O homem fez ele próprio as verdades 
e cada verdade era um composto 
de um grande número de pensamentos vagos. 
As verdades estavam por todo o mundo e todas elas eram bonitas.
O velho tinha enumerado centenas de verdades no seu livro. 
Não vou tentar contá-las todas. 
Havia a verdade da virgindade e a verdade da paixão, 
a verdade da riqueza e da pobreza, da frugalidade e da prodigalidade, 
da atenção e do abandono. 
Eram centenas e centenas, as verdades, e todas elas eram bonitas.

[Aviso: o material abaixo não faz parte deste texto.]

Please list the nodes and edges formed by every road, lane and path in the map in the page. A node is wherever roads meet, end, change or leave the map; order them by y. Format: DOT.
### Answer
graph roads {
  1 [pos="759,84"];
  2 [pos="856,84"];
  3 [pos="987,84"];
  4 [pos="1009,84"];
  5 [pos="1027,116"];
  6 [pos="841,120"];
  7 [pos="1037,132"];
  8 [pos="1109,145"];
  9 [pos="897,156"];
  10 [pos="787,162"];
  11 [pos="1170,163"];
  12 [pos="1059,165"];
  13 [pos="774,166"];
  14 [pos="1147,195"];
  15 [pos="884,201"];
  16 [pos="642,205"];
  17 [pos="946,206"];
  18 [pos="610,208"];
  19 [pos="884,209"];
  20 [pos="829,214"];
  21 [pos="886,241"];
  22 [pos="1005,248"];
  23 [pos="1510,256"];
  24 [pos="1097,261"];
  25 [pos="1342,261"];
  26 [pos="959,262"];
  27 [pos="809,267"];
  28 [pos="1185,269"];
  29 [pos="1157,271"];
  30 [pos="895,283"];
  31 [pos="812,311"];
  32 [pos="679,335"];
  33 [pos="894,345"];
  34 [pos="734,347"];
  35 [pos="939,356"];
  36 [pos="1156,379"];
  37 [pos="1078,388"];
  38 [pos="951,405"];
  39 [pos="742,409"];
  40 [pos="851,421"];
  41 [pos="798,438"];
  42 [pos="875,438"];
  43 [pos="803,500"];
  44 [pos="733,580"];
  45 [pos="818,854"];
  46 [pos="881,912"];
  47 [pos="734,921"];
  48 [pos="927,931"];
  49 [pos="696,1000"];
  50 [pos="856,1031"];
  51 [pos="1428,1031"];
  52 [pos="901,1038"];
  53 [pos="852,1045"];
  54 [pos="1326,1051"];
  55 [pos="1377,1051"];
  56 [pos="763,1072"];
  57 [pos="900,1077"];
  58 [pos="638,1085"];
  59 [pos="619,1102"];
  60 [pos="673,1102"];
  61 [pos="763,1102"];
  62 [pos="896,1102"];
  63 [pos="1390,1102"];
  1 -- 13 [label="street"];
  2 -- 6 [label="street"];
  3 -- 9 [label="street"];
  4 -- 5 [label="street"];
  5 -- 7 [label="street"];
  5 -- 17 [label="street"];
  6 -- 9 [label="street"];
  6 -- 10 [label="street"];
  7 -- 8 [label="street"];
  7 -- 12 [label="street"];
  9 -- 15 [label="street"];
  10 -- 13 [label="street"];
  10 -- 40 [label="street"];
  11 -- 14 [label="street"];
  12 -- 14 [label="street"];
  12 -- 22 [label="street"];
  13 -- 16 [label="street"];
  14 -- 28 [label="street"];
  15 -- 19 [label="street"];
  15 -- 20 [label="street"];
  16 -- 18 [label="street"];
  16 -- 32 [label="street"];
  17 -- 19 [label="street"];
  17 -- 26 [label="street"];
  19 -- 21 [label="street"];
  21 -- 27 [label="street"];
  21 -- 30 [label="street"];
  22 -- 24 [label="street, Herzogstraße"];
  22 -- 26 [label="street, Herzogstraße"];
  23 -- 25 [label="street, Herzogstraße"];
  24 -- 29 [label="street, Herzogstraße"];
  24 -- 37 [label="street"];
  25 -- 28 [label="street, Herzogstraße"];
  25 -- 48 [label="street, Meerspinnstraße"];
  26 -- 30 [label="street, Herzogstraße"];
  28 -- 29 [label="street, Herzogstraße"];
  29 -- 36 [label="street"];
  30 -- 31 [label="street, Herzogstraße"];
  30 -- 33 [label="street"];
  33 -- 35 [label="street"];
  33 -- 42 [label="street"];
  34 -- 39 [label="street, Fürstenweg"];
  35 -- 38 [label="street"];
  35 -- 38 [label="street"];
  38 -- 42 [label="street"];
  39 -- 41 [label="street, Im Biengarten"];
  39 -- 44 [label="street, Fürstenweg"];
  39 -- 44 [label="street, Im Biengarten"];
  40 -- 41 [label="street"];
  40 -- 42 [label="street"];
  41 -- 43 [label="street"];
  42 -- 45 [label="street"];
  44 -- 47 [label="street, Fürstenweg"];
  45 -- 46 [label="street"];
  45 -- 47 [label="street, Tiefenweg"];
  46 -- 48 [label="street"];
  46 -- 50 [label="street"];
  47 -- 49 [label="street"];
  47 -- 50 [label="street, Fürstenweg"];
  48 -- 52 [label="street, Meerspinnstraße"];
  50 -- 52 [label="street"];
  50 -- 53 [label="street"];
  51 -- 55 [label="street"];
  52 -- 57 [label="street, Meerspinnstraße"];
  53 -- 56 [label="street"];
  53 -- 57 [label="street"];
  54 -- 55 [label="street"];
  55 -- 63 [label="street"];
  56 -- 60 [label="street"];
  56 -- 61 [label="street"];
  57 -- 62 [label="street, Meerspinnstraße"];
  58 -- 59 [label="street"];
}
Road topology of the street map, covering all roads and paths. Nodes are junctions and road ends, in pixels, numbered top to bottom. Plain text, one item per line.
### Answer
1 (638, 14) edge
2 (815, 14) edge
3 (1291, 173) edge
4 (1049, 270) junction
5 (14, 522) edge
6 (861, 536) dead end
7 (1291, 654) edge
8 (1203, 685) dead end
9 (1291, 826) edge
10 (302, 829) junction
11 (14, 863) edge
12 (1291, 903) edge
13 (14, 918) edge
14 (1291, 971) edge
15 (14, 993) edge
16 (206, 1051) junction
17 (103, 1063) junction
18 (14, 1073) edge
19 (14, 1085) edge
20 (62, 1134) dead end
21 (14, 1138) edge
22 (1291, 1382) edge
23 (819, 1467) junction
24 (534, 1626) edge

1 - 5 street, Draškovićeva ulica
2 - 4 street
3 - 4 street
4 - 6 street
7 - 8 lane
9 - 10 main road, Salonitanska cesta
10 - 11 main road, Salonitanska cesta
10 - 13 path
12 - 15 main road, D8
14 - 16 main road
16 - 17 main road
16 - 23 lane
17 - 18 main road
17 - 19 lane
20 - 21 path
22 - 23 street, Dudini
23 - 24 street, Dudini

E então vieram as pessoas. 
Cada uma delas assim que aparecia agarrava uma das verdades 
e algumas que eram mais fortes apoderavam-se de uma dúzia delas.
Foram as verdades que tornaram as pessoas grotescas. 
O velho tinha uma teoria bastante elaborada a tal propósito. 
Era ideia dele que no momento em que uma pessoa 
tomava uma das verdades para si própria, 
chamando-lhe a sua verdade, e se esforçava por conduzir 
a sua vida de acordo com essa verdade, 
a pessoa tornava-se grotesca 
e a verdade que abraçava tornava-se numa mentira."

- Sherwood Anderson, em "Winesburg, Ohio". [tradução José Lima; 
posfácio de John Updike]. Lisboa: Ahab Edições, 2011, p. 23-24.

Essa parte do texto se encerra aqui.